Şifayı öyle bir kapmışım ki ve o kadar kötü hissettim ki normalde olabildiğince doktordan kaçan ben, eşime "Hastaneye gideliiim!" derken buldum kendimi. Klasik serum vs. olayına girişildi tabii. Evde ilaçla devam. Bugün daha iyiyim çok şükür. Doktora gitmezsem iyileşmemin daha uzun süreceğinden korktum çünkü hem iş var, yarın okula gitmem lazım artık, hem de evde yurt dışından misafirimiz var. Orhun'un okulundaki bir proje nedeniyle pazar akşamı Estonya'dan misafir geldi bize.
Hasta olduğum bir zamana denk gelmesini hiç istemezdim ama oldu bir kere. Gündüzleri beraber okula gidiyorlar zaten. Dün Allah'tan topluca dışarıdaydılar ve dışarıda yediler. Bugün kalkabildim de adam gibi yemek hazırlayabildim.
   Misafirimizin adı Marcus. Orhun'dan ufak. 15 yaşında. Ama hiç 15 yaşında gibi durmuyor. Nasıl ciddi anlatamam:) İlk başta Orhun çok zorlandı, diğer gençlerle olduğu gibi lay lay lom yapacağını düşündü. Çocukla konuşuyor konuşuyor, çocuktan gelen cevaplar genellikle "Evet, hayır, belki, duruma göre" :) "Ben de ileride belki sana sorular sorarım. Şimdi değil. Ciddiyimdir ben" falan demiş Orhun'a. Orhun önce çok üzüldü, bozuldu ama bugün daha mutlu geldiler eve. Çocuk iyice alıştı bize, şimdi çok daha rahat konuşuyor, uzun cümleler kuruyor ve gülüyor:) İlk defa bir Estonyalı tanıyoruz, belki hepsi böyledir diyeceğim ama gruptaki diğer çocuklar daha canayakınlarmış. Çocuk ise "Pek konuşkan değilizdir biz" diyormuş. Bilemeyeceğim artık. Farklı bir çocuğun gelmesi iyi oldu bir bakıma, Orhun sabır ve anlayış göstermeyi, herkesle hemen ense tokat muhabbete girilmeyeceğini öğrendi:)

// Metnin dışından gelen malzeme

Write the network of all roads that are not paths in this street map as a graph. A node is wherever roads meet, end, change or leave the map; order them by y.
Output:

    Elimizden gelen en iyi şekilde ağırlamaya çalışıyoruz Marcus'u. Tipik bir Türk annesi olarak ara ara "Aç mısın?" diye soruyorum tabii:) Meyvesini, tatlısını, mineralli suyunu taşıyıp duruyoruz:) Keyfinin yerinde olup olmadığını yokluyoruz. Kibarca teşekkür ediyor her seferinde. Sabah kahvaltısı yapmazmış pek ama muhakkak hazırlıyorum. Artık ayıp olmasın diye mi yoksa gerçekten aç olduğu için mi bilmem ama yiyor da.
Bu arada şunu da anlamıyorum, Avrupalılar abuk subuk beslenirler, bol şekerli gıda tüketirler, kahvaltı bilmezler, normal su içmezler vb. ama yine de bizden uzun yaşarlar. Biz ise "Şeker yeme ölürsün, güne kahvaltıyla başlamazsan mahvolursun, günde 2 litre su tüketmezsen bitersin" uyarılarıyla korku içinde yaşarız, bunları uygulamaya çalışırız, daha doğal beslendiğimizi düşünürüz ama onlardan daha kısadır ömrümüz.

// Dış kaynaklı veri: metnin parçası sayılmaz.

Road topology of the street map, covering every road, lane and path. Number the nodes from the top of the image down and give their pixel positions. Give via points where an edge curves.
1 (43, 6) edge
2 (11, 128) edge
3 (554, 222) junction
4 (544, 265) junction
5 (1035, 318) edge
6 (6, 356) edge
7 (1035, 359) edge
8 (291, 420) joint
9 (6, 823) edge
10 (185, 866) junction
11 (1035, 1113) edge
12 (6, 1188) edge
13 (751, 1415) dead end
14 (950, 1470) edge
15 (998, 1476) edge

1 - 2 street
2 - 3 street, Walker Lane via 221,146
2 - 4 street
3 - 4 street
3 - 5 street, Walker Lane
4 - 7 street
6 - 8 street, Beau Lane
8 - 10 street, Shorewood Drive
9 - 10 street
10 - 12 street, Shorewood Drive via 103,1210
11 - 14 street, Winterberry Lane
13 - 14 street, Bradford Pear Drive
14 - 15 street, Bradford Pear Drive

Bunun nedenini düşünmek lazım. Bence biz tamamen stresten, zorlu yaşam koşullarından, sıkıntısız hayat sürememekten kaybediyoruz.
Hep gerginiz, hep gerginiz... Neyse...
    Okuldaki proje kapsamında başka ülkelerden gelen çocuklar da var. Ayrıca Yunanistan'dan, Polonya'dan ve Hırvatistan'dan öğrenciler geldi. İspanya ise son dakikada vazgeçmiş çünkü Türkiye tehlikeliymiş. "Sanki sizin ülkeniz çok güvenli" derim ben de İspanyollara. Terörse onlarda da var, yıllarca iç savaş yaşadılar.
Güneyi kuzeyini sevmez, kuzeyi güneyini sevmez. Irkçılık suçları da az değil.
Neyin artistliğini yapıyorlar anlamak mümkün değil. Keyifleri bilir. Yarın tüm yabancı misafirler ve ev sahipleri olan öğrenciler beraberce Sultanahmet'e gidecekler. Şanslarına hava yağmurlu. Marcus "Problem yok ben soğuk severim" diyor:)
Ne de olsa kuzeyli. Perşembe günü ise serbest. O gün bize de tatil olduğu için mesela boğaza götürmek isterdim ama hep beraber Vialand'a gitmeyi düşünmüşler. 
Marcus güya coğrafya düşkünüymüş, boğazı görmek ister zannettim ama "Maybe" dedi sadece:) Vialand daha cazip geldi. Ne kadar ciddi olsa da çocuk işte:) 
Bakalım, keyifleri bilir, onlar genç gence takılırlarsa ben de dinlenmiş olurum.
    Orhun çok ısrar etmeseydi belki kalkışmazdım böyle bir işe ama yabancı bir ülkeden misafir ağırlamak zevkli aslında. Farklı bir deneyim. Onun kültürünü tanıyorsun, kendi kültürünü en iyi şekilde yansıtmaya çalışıyorsun. Tüm Estonlar böyle midir bilemem ancak Marcus kültürlü, bilgili ve görgülü bir çocuk. Misafir etmek isteyen, muradına eren ancak çocuğun ne zaman döneceğinin farkında olmayan şaşkın oğlum
"Bir haftada daha çok alışır" diyor bu akşam. "Ne bir haftası oğlum, cuma gidecek ya" dedim, "Ne? Cuma mı?" şeklinde kalakaldı:) "Tüh ya! Özleyeceğim" diyor şimdi ki hakikaten özler, yolcu ederken üzülür.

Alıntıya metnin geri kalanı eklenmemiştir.